• The task:
Restate each of the lines below word for word and drop every picture.

========================================================================

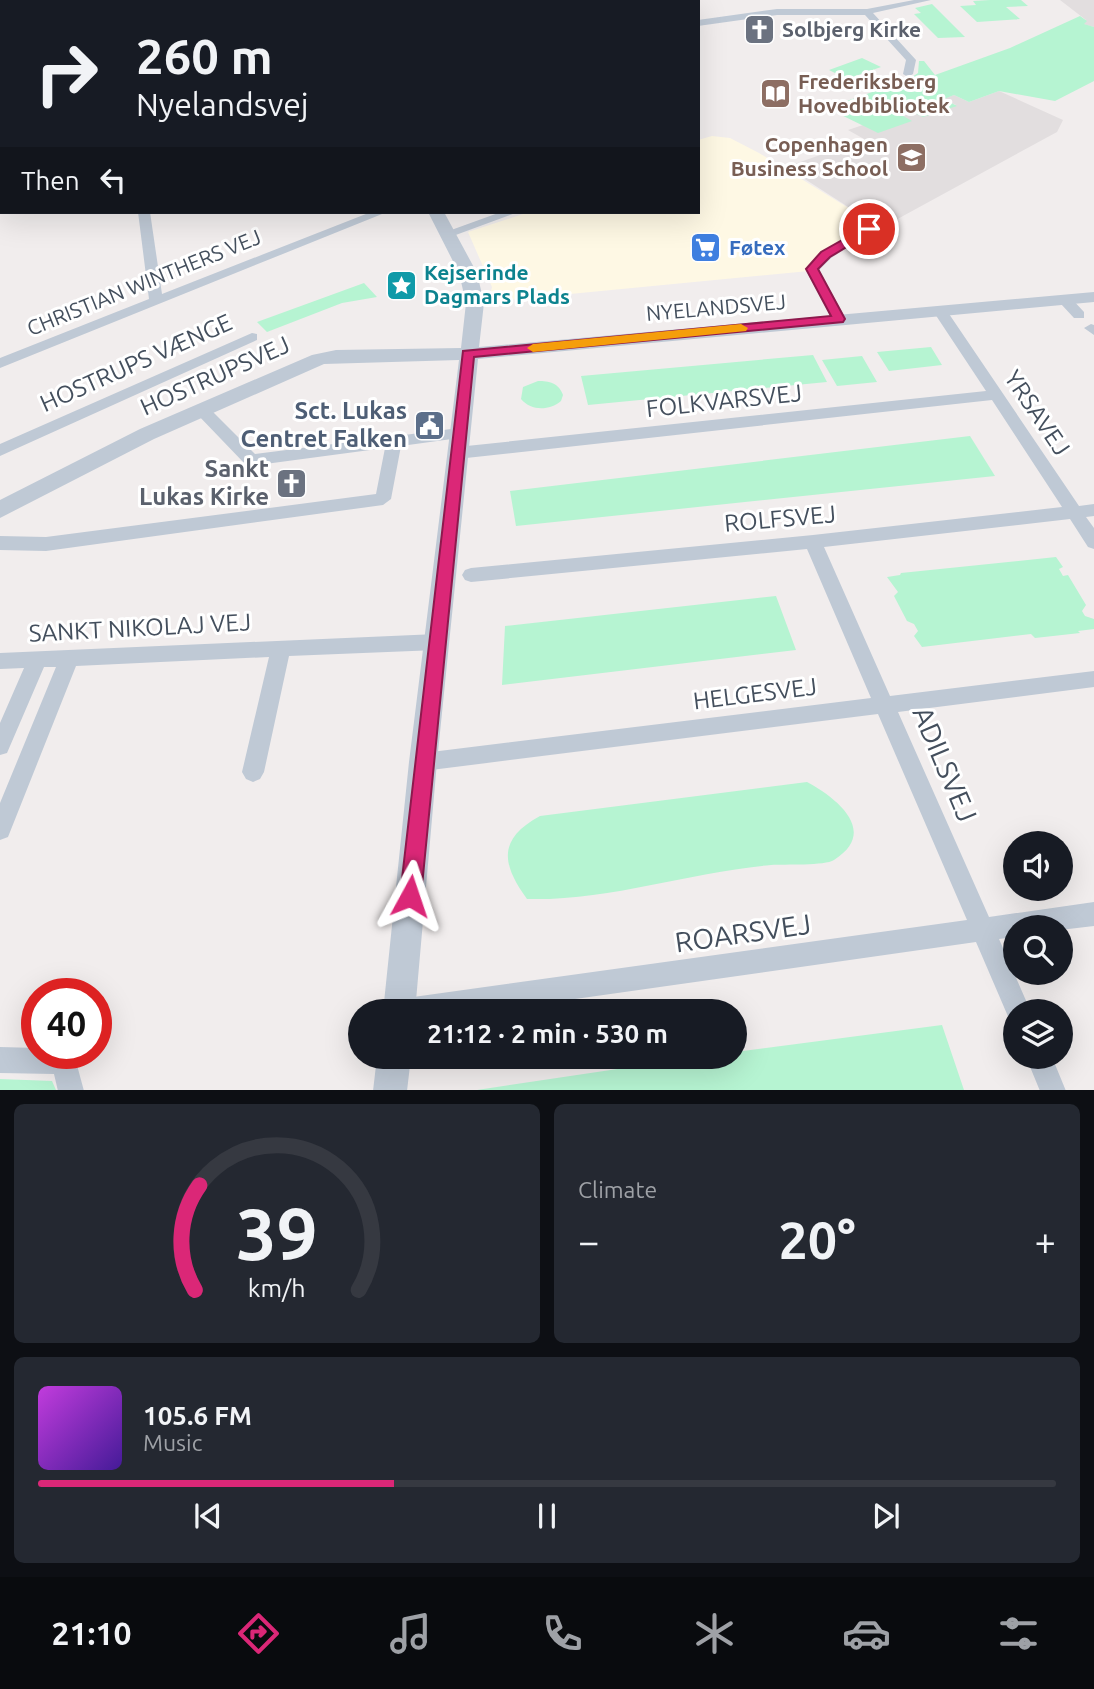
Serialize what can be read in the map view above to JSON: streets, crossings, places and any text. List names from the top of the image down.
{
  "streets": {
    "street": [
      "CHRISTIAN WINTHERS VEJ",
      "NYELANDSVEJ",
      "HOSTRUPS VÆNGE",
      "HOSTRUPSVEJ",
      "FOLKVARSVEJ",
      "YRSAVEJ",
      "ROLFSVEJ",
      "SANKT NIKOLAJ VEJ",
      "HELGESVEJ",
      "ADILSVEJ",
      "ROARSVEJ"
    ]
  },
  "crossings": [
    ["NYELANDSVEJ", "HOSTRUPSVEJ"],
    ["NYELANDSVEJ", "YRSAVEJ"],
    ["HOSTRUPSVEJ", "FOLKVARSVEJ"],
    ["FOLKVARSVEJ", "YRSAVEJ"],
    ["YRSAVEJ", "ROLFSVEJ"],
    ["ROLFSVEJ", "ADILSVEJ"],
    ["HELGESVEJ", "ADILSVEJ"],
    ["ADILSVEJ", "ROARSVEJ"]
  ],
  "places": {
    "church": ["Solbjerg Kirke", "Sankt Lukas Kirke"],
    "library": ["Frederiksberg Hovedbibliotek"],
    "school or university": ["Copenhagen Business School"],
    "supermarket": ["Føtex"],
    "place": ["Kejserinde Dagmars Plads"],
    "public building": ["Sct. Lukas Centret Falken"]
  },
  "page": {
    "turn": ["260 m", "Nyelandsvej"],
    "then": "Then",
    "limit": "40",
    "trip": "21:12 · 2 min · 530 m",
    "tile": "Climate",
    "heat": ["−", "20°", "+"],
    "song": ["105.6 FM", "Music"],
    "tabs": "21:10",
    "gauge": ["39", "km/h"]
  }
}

========================================================================

• Result of this exercise:
Serialize what can be read in the map view above to JSON: streets, crossings, places and any text. List names from the top of the image down.
{
  "streets": {
    "street": [
      "CHRISTIAN WINTHERS VEJ",
      "NYELANDSVEJ",
      "HOSTRUPS VÆNGE",
      "HOSTRUPSVEJ",
      "FOLKVARSVEJ",
      "YRSAVEJ",
      "ROLFSVEJ",
      "SANKT NIKOLAJ VEJ",
      "HELGESVEJ",
      "ADILSVEJ",
      "ROARSVEJ"
    ]
  },
  "crossings": [
    ["NYELANDSVEJ", "HOSTRUPSVEJ"],
    ["NYELANDSVEJ", "YRSAVEJ"],
    ["HOSTRUPSVEJ", "FOLKVARSVEJ"],
    ["FOLKVARSVEJ", "YRSAVEJ"],
    ["YRSAVEJ", "ROLFSVEJ"],
    ["ROLFSVEJ", "ADILSVEJ"],
    ["HELGESVEJ", "ADILSVEJ"],
    ["ADILSVEJ", "ROARSVEJ"]
  ],
  "places": {
    "church": ["Solbjerg Kirke", "Sankt Lukas Kirke"],
    "library": ["Frederiksberg Hovedbibliotek"],
    "school or university": ["Copenhagen Business School"],
    "supermarket": ["Føtex"],
    "place": ["Kejserinde Dagmars Plads"],
    "public building": ["Sct. Lukas Centret Falken"]
  },
  "page": {
    "turn": ["260 m", "Nyelandsvej"],
    "then": "Then",
    "limit": "40",
    "trip": "21:12 · 2 min · 530 m",
    "tile": "Climate",
    "heat": ["−", "20°", "+"],
    "song": ["105.6 FM", "Music"],
    "tabs": "21:10",
    "gauge": ["39", "km/h"]
  }
}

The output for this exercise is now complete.